Give back the listing word for word, from top to bottom.

..........

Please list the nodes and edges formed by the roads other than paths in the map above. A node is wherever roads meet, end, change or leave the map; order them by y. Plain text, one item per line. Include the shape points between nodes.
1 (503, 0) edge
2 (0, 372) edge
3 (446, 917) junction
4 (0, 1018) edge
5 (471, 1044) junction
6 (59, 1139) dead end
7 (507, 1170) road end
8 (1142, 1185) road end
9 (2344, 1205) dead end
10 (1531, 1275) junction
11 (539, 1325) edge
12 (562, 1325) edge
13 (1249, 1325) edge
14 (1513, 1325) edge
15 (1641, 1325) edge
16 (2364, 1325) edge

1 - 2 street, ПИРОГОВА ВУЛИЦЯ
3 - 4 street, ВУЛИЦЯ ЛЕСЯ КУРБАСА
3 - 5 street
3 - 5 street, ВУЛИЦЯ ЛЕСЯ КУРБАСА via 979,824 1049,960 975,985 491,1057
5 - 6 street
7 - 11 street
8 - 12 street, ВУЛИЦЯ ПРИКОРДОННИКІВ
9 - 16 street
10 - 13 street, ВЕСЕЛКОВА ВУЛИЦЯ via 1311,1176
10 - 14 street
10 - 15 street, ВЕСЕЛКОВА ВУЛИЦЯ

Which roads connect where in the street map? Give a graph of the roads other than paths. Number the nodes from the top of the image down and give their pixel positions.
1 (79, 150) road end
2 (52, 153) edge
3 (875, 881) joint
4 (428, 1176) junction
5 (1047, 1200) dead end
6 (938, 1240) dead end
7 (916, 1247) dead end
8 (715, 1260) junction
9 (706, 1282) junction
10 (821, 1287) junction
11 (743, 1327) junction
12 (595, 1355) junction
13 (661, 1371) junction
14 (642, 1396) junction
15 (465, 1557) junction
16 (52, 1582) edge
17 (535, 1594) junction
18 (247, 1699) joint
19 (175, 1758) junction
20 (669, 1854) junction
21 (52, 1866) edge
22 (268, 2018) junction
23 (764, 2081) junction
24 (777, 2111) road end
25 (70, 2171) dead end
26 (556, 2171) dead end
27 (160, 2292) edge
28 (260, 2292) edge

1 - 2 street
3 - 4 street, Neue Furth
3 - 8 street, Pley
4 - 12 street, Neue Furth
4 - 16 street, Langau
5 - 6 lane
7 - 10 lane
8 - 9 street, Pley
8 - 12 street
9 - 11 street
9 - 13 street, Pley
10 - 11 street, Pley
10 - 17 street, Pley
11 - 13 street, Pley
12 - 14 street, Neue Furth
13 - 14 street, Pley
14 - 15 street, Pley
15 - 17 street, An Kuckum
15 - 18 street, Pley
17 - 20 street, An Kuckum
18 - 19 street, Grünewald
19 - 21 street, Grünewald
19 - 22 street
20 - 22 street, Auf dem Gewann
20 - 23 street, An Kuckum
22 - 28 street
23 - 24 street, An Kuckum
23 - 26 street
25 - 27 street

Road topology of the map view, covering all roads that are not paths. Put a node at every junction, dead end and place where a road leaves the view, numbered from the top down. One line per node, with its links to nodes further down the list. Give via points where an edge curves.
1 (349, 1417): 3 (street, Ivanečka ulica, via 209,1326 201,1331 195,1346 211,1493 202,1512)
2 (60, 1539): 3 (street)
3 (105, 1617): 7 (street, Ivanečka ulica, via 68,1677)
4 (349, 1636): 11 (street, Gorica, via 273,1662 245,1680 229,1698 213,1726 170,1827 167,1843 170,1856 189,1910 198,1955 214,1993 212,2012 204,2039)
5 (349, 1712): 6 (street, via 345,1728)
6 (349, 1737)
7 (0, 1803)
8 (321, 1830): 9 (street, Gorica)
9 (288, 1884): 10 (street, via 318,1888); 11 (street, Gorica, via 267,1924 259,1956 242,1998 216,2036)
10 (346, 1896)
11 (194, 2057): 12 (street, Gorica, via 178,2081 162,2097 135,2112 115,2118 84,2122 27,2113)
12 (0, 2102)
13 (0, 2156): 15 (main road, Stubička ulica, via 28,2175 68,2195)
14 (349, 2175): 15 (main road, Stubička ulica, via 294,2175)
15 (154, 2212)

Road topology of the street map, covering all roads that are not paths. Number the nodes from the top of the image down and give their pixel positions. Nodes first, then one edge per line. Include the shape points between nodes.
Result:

..........

> [Completed task]:
Please list the nodes and edges formed by the roads other than paths in the map above. A node is wherever roads meet, end, change or leave the map; order them by y. Plain text, one item per line. Include the shape points between nodes.
1 (503, 0) edge
2 (0, 372) edge
3 (446, 917) junction
4 (0, 1018) edge
5 (471, 1044) junction
6 (59, 1139) dead end
7 (507, 1170) road end
8 (1142, 1185) road end
9 (2344, 1205) dead end
10 (1531, 1275) junction
11 (539, 1325) edge
12 (562, 1325) edge
13 (1249, 1325) edge
14 (1513, 1325) edge
15 (1641, 1325) edge
16 (2364, 1325) edge

1 - 2 street, ПИРОГОВА ВУЛИЦЯ
3 - 4 street, ВУЛИЦЯ ЛЕСЯ КУРБАСА
3 - 5 street
3 - 5 street, ВУЛИЦЯ ЛЕСЯ КУРБАСА via 979,824 1049,960 975,985 491,1057
5 - 6 street
7 - 11 street
8 - 12 street, ВУЛИЦЯ ПРИКОРДОННИКІВ
9 - 16 street
10 - 13 street, ВЕСЕЛКОВА ВУЛИЦЯ via 1311,1176
10 - 14 street
10 - 15 street, ВЕСЕЛКОВА ВУЛИЦЯ

Which roads connect where in the street map? Give a graph of the roads other than paths. Number the nodes from the top of the image down and give their pixel positions.
1 (79, 150) road end
2 (52, 153) edge
3 (875, 881) joint
4 (428, 1176) junction
5 (1047, 1200) dead end
6 (938, 1240) dead end
7 (916, 1247) dead end
8 (715, 1260) junction
9 (706, 1282) junction
10 (821, 1287) junction
11 (743, 1327) junction
12 (595, 1355) junction
13 (661, 1371) junction
14 (642, 1396) junction
15 (465, 1557) junction
16 (52, 1582) edge
17 (535, 1594) junction
18 (247, 1699) joint
19 (175, 1758) junction
20 (669, 1854) junction
21 (52, 1866) edge
22 (268, 2018) junction
23 (764, 2081) junction
24 (777, 2111) road end
25 (70, 2171) dead end
26 (556, 2171) dead end
27 (160, 2292) edge
28 (260, 2292) edge

1 - 2 street
3 - 4 street, Neue Furth
3 - 8 street, Pley
4 - 12 street, Neue Furth
4 - 16 street, Langau
5 - 6 lane
7 - 10 lane
8 - 9 street, Pley
8 - 12 street
9 - 11 street
9 - 13 street, Pley
10 - 11 street, Pley
10 - 17 street, Pley
11 - 13 street, Pley
12 - 14 street, Neue Furth
13 - 14 street, Pley
14 - 15 street, Pley
15 - 17 street, An Kuckum
15 - 18 street, Pley
17 - 20 street, An Kuckum
18 - 19 street, Grünewald
19 - 21 street, Grünewald
19 - 22 street
20 - 22 street, Auf dem Gewann
20 - 23 street, An Kuckum
22 - 28 street
23 - 24 street, An Kuckum
23 - 26 street
25 - 27 street

Road topology of the map view, covering all roads that are not paths. Put a node at every junction, dead end and place where a road leaves the view, numbered from the top down. One line per node, with its links to nodes further down the list. Give via points where an edge curves.
1 (349, 1417): 3 (street, Ivanečka ulica, via 209,1326 201,1331 195,1346 211,1493 202,1512)
2 (60, 1539): 3 (street)
3 (105, 1617): 7 (street, Ivanečka ulica, via 68,1677)
4 (349, 1636): 11 (street, Gorica, via 273,1662 245,1680 229,1698 213,1726 170,1827 167,1843 170,1856 189,1910 198,1955 214,1993 212,2012 204,2039)
5 (349, 1712): 6 (street, via 345,1728)
6 (349, 1737)
7 (0, 1803)
8 (321, 1830): 9 (street, Gorica)
9 (288, 1884): 10 (street, via 318,1888); 11 (street, Gorica, via 267,1924 259,1956 242,1998 216,2036)
10 (346, 1896)
11 (194, 2057): 12 (street, Gorica, via 178,2081 162,2097 135,2112 115,2118 84,2122 27,2113)
12 (0, 2102)
13 (0, 2156): 15 (main road, Stubička ulica, via 28,2175 68,2195)
14 (349, 2175): 15 (main road, Stubička ulica, via 294,2175)
15 (154, 2212)

Road topology of the street map, covering all roads that are not paths. Number the nodes from the top of the image down and give their pixel positions. Nodes first, then one edge per line. Include the shape points between nodes.
Result:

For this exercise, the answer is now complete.